● **WHAT YOU HAVE TO DO**:
Please print every line from the one containing "Which roads connect where in the map in" through the last line of the records below, exactly as written and nothing more.

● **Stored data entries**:

• • • • •

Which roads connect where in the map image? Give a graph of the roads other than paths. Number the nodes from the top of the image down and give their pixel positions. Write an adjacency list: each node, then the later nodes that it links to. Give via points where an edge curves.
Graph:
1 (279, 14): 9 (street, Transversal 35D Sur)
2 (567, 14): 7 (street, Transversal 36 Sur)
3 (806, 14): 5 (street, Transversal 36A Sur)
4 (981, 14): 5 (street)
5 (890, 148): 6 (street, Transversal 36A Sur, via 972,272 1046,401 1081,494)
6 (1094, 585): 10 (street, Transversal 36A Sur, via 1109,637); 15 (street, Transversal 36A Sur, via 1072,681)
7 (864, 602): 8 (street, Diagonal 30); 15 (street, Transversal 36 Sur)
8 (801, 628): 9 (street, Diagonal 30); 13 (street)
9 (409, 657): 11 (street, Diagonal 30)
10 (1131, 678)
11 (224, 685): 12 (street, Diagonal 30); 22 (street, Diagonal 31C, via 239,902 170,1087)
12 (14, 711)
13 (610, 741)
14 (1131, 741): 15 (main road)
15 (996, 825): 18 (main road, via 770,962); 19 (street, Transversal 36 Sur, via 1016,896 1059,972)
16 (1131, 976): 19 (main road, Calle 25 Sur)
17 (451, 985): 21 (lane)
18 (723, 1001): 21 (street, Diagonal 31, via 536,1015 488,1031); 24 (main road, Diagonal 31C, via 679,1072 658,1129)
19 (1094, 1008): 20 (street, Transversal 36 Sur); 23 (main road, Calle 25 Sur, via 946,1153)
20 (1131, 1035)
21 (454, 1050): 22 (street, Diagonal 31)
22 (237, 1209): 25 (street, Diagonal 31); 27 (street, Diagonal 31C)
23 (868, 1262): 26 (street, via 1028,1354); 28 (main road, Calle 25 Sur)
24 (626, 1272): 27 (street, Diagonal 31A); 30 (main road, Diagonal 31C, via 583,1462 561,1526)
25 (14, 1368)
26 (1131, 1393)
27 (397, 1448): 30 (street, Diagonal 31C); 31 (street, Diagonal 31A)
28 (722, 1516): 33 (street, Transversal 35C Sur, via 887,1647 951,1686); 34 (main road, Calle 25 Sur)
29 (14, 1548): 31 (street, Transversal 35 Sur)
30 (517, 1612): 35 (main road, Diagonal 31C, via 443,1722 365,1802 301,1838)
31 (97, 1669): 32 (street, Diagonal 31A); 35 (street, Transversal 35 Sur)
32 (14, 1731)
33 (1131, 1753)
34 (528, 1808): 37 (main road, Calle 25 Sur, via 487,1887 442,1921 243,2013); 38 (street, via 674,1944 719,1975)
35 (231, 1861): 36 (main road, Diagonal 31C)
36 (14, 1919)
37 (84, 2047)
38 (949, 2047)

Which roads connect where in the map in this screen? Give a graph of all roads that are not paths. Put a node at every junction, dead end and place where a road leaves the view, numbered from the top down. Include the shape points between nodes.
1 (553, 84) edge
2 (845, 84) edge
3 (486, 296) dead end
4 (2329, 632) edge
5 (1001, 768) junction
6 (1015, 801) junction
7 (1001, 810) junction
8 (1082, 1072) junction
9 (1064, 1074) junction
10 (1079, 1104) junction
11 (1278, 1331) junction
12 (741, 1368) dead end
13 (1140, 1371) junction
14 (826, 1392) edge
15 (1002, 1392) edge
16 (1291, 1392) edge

• • • • •

● **ANSWER SPACE**:
Which roads connect where in the map in this screen? Give a graph of all roads that are not paths. Put a node at every junction, dead end and place where a road leaves the view, numbered from the top down. Include the shape points between nodes.
1 (553, 84) edge
2 (845, 84) edge
3 (486, 296) dead end
4 (2329, 632) edge
5 (1001, 768) junction
6 (1015, 801) junction
7 (1001, 810) junction
8 (1082, 1072) junction
9 (1064, 1074) junction
10 (1079, 1104) junction
11 (1278, 1331) junction
12 (741, 1368) dead end
13 (1140, 1371) junction
14 (826, 1392) edge
15 (1002, 1392) edge
16 (1291, 1392) edge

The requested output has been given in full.